4/1/2019: new statement

Two things happened last week: my boss told me that I am not, in fact, “taking pictures of nothing,” and I submitted to an online exhibition that required I write a project statement. So here is the current iteration of what I’d say I’m working on.

– 

This is an ongoing series of work dealing with subject matters such as memory, loss, and uncertainty.
These images depict the stage in which I take everything off the wall and reapply what actually matters, in which I pull out all the weeds. This is the stage in which I tread alongside trepidation, hanging by a thread over despondency. I often have nightmares of events out of my control, events for which I’m never physically involved - I only hear about them secondhand. This disquiet is mirrored by the inevitable variables behind the practice of film photography, specifically in the photographs taken miles away from where I live, of subjects not accessible in my day-to-day life.

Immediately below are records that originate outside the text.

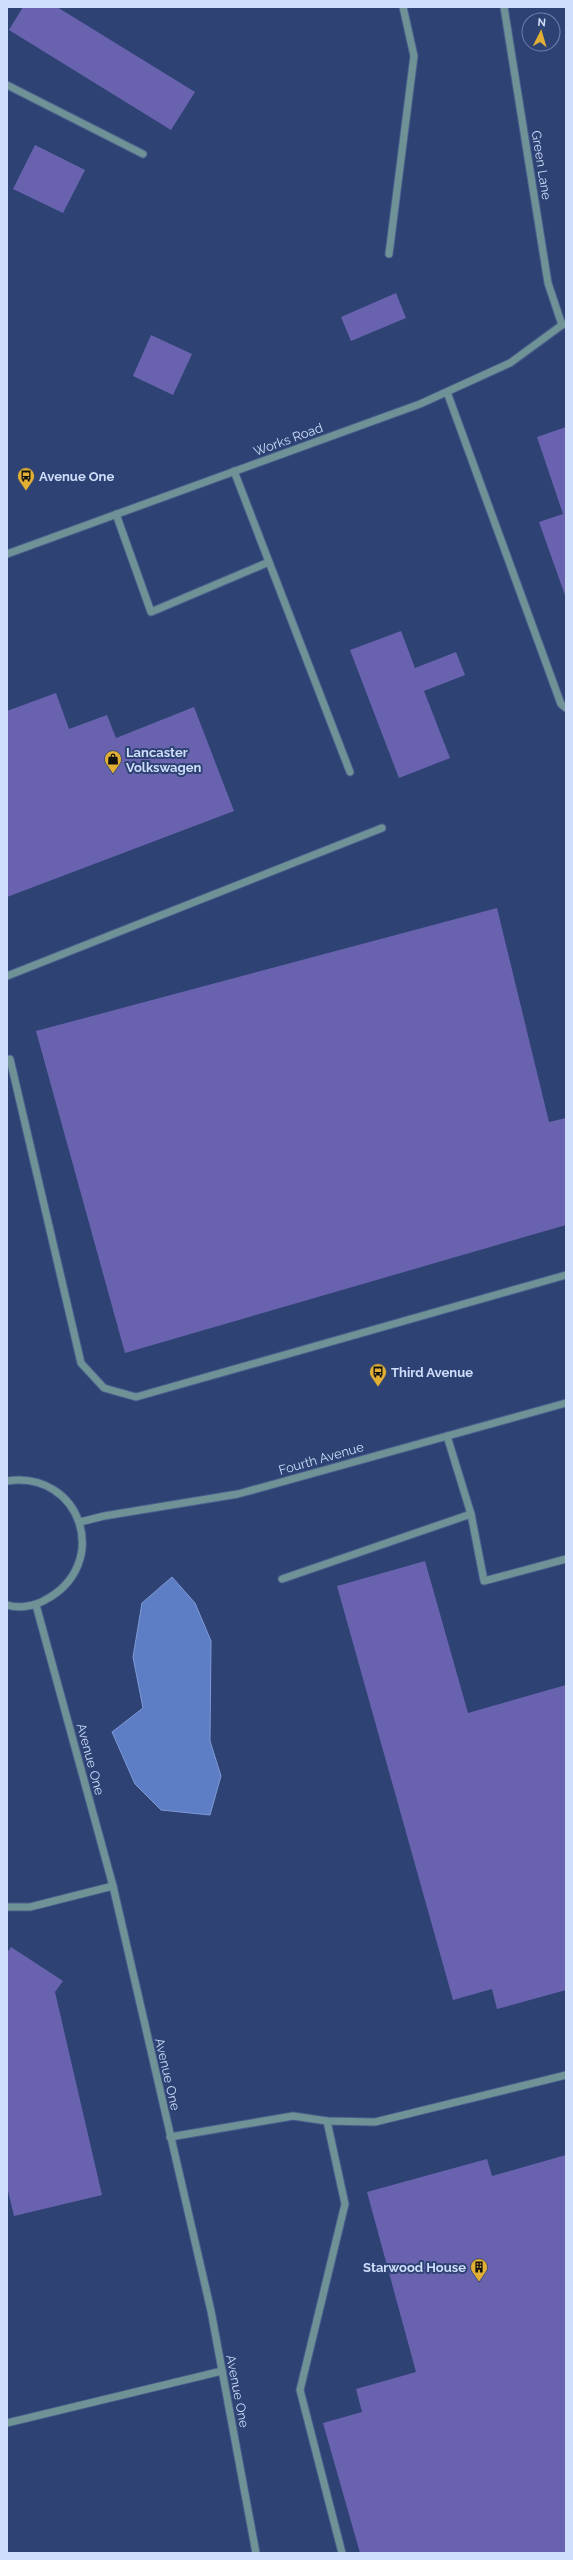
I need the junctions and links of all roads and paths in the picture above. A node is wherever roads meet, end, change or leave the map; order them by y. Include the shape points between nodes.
1 (403, 7) edge
2 (504, 7) edge
3 (7, 85) edge
4 (143, 154) dead end
5 (389, 254) dead end
6 (564, 324) edge
7 (446, 392) junction
8 (234, 471) junction
9 (116, 514) junction
10 (7, 554) edge
11 (269, 562) junction
12 (566, 708) edge
13 (350, 772) dead end
14 (382, 828) dead end
15 (7, 976) edge
16 (10, 1059) dead end
17 (566, 1275) edge
18 (566, 1403) edge
19 (448, 1436) junction
20 (7, 1481) edge
21 (470, 1514) junction
22 (80, 1522) junction
23 (566, 1559) edge
24 (282, 1579) dead end
25 (36, 1605) junction
26 (7, 1606) edge
27 (113, 1886) junction
28 (7, 1907) edge
29 (566, 2075) edge
30 (327, 2121) junction
31 (170, 2138) junction
32 (222, 2371) junction
33 (7, 2423) edge
34 (256, 2553) edge
35 (342, 2553) edge

1 - 5 street via 414,56
2 - 6 street, Green Lane via 548,283
3 - 4 street
6 - 7 street, Works Road via 510,363
7 - 8 street, Works Road via 420,404
7 - 12 street via 561,704
8 - 9 street, Works Road
8 - 11 street
9 - 10 street, Works Road
9 - 11 street via 151,612
11 - 13 street
14 - 15 street
16 - 17 street via 81,1363 104,1388 136,1397
18 - 19 street, Fourth Avenue
19 - 21 street
19 - 22 street, Fourth Avenue via 238,1494
20 - 22 street via 21,1479 46,1484 67,1500
21 - 23 street via 484,1581
21 - 24 street
22 - 25 street via 83,1548 76,1572 59,1593
25 - 26 street
25 - 27 street, Avenue One
27 - 28 street via 30,1907
27 - 31 street, Avenue One
29 - 30 street via 375,2122
30 - 31 street via 293,2116
30 - 35 street via 344,2204 300,2390
31 - 32 street, Avenue One
32 - 33 street
32 - 34 street, Avenue One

I regain calm in the minutiae of these seemingly dull moments. I use my conscious artistry to abate my subconscious anxieties: setting aside an extra moment to take in how the wind moves the branches of the tree in front of the house I grew up in, the divots in the road, the sunlight through my nephew’s hair. These images are tremors along the muscle I am exercising in defiance of a perceived lack of control.



3/25/2019

Found this while looking through the vault today. This is Kensington, Maryland, in March 2016.

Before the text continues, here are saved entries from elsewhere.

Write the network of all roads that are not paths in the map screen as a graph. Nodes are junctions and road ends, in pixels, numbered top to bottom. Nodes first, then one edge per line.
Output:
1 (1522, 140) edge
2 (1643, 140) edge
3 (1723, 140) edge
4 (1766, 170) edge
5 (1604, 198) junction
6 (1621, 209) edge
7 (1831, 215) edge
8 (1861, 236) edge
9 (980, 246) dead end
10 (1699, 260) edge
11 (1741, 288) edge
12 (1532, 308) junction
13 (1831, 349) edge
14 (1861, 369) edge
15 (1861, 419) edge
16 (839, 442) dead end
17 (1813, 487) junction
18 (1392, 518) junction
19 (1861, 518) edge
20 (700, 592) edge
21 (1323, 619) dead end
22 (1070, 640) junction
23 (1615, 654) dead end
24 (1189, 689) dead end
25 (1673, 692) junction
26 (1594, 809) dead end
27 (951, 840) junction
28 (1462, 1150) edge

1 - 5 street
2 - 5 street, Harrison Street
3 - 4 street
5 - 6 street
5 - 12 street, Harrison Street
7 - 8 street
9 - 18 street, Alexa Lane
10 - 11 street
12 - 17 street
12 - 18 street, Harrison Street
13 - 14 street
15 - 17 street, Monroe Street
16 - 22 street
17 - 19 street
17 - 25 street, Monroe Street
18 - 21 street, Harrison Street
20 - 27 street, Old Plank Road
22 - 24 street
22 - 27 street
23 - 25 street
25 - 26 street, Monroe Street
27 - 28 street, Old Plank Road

Feeling all sorts of out-of-place. This time of year makes me think of myself when I was 17, makes me think of myself when I was 21 (when I took this). The clouds shift and a sunny morning becomes overcast, I think back to days like this, I get lost in the swell of dead pine leaves from the autumn past. I spent two hours clearing out dead leaves from the bradford pear in my backyard, I cut myself on a rusty nail (I have had a tetanus booster recently, I’m fine), I shoveled moldy leaves into a bag and told myself the amount of cat shit I was touching was acceptable. Yesterday I got a light sunburn from being outdoors for long enough.

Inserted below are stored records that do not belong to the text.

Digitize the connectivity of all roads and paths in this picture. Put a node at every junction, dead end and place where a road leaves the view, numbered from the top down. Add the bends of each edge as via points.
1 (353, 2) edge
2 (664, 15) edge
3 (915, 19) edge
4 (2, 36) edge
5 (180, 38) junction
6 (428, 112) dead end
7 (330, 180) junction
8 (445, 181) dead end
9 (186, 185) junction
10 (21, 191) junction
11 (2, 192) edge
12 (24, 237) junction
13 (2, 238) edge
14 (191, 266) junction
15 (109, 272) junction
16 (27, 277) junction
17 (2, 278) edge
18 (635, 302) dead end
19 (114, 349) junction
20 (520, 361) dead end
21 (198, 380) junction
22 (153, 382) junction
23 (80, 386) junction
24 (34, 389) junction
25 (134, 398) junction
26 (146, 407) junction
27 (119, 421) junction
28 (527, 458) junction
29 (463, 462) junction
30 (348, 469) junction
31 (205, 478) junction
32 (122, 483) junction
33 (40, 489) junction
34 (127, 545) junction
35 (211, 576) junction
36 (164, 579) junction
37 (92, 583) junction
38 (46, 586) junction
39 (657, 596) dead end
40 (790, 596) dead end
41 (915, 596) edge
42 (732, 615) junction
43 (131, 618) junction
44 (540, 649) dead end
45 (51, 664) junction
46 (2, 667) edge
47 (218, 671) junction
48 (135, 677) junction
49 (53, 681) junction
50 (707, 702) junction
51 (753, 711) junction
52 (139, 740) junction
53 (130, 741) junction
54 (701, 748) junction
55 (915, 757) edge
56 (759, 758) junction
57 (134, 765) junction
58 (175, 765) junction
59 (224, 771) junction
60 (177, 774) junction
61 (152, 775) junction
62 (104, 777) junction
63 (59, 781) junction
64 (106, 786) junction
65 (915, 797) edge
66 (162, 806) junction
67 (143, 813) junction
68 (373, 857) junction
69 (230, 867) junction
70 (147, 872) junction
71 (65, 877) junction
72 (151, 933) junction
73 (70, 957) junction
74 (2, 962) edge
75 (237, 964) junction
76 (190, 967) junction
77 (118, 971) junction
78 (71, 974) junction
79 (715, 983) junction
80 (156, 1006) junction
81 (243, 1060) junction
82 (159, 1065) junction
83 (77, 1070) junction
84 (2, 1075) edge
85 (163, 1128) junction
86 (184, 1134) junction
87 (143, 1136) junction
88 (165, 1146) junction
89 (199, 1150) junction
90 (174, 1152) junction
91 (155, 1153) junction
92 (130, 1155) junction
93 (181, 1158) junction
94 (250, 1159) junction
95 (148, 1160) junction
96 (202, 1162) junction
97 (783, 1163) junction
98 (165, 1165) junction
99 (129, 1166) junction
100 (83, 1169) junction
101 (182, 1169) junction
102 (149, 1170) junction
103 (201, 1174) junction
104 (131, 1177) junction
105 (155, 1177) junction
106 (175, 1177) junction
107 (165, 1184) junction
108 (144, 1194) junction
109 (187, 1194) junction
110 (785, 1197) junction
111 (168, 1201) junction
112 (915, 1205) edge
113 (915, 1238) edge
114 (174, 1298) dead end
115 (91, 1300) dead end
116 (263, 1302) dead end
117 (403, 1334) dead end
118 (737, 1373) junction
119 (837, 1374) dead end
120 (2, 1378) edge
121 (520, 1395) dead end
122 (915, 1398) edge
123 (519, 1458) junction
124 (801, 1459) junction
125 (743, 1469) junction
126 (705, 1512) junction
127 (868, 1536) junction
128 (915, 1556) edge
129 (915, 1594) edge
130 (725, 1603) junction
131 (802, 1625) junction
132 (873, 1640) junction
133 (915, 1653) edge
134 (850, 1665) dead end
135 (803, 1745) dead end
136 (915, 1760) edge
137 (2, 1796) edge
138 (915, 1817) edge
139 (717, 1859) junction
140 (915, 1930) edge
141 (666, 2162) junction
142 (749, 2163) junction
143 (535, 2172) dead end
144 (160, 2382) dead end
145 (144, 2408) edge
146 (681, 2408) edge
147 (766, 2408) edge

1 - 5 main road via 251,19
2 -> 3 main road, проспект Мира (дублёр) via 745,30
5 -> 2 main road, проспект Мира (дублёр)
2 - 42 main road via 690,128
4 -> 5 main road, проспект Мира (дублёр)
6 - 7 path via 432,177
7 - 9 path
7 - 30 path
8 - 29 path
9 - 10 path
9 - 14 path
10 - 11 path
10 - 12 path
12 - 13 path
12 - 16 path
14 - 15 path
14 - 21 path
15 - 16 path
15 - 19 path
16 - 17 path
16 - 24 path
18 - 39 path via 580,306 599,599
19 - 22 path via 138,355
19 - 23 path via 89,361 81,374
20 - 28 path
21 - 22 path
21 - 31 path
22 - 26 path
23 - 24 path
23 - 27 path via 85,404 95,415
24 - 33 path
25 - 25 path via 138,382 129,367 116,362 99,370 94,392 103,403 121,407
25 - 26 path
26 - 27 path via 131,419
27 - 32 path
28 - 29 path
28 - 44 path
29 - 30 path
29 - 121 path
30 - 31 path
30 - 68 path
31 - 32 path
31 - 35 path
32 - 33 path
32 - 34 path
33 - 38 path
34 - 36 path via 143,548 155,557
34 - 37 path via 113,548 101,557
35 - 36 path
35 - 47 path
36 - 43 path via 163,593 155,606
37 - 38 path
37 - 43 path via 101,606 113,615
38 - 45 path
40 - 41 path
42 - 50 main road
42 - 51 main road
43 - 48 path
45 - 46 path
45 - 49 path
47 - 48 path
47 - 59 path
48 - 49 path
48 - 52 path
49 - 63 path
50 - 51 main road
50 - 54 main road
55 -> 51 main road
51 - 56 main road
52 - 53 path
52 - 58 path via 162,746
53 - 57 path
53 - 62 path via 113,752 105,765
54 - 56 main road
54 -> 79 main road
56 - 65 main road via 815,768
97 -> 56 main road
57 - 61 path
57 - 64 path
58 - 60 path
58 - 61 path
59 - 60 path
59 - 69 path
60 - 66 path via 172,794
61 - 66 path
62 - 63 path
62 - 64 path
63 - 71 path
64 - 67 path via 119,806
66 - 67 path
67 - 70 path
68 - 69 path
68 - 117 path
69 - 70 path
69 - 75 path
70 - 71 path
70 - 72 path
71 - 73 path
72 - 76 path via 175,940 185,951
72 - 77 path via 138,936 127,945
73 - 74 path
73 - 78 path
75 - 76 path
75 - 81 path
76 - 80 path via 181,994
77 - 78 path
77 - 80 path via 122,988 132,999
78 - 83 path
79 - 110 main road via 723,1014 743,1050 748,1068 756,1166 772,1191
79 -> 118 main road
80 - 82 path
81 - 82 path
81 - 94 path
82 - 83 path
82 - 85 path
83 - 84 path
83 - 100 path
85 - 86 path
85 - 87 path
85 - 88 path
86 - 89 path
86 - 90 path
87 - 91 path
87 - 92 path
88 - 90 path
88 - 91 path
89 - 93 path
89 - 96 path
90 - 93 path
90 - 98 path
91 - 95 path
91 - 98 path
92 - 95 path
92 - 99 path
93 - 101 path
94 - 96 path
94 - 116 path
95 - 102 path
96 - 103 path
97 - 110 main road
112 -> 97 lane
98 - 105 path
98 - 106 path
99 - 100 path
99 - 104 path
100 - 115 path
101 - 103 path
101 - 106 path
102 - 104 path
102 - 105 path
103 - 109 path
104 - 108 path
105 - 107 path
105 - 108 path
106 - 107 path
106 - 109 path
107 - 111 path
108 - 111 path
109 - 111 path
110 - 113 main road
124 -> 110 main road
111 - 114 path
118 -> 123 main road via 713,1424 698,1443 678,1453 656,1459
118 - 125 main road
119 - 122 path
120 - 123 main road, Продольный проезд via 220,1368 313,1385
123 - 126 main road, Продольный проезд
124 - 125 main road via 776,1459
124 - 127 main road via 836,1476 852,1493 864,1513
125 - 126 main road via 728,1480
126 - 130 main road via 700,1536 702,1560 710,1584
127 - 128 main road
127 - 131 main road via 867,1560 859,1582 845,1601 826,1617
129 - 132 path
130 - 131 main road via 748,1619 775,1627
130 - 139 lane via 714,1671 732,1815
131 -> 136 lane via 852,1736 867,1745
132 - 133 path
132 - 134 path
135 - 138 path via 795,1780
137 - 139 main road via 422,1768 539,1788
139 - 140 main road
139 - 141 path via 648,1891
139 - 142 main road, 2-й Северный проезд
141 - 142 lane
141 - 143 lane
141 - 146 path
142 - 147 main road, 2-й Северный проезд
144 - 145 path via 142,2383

I talked to someone recently about pictures and it came to me that most of my photographs are taken outside. Is this significant? While I was shoveling yard waste yesterday I likened it to my mental state, I’ve been clearing out shit, all I do is collect shit and it swirls around in my head (or my backyard) and at some point all the shit, even the useful stuff, becomes useless, and I have to shovel it all out. Cue the Rick and Morty line about Summer getting her shit together. My therapist assigned me (I know) to at least come up with three ways to dig myself out of my rut. I shoveled my backyard, I bought a new plant, I looked up free/cheap yoga classes in the city. I thoroughly avoided buying new shoes, I ate some vegetables. I’m trying. All I can do is try.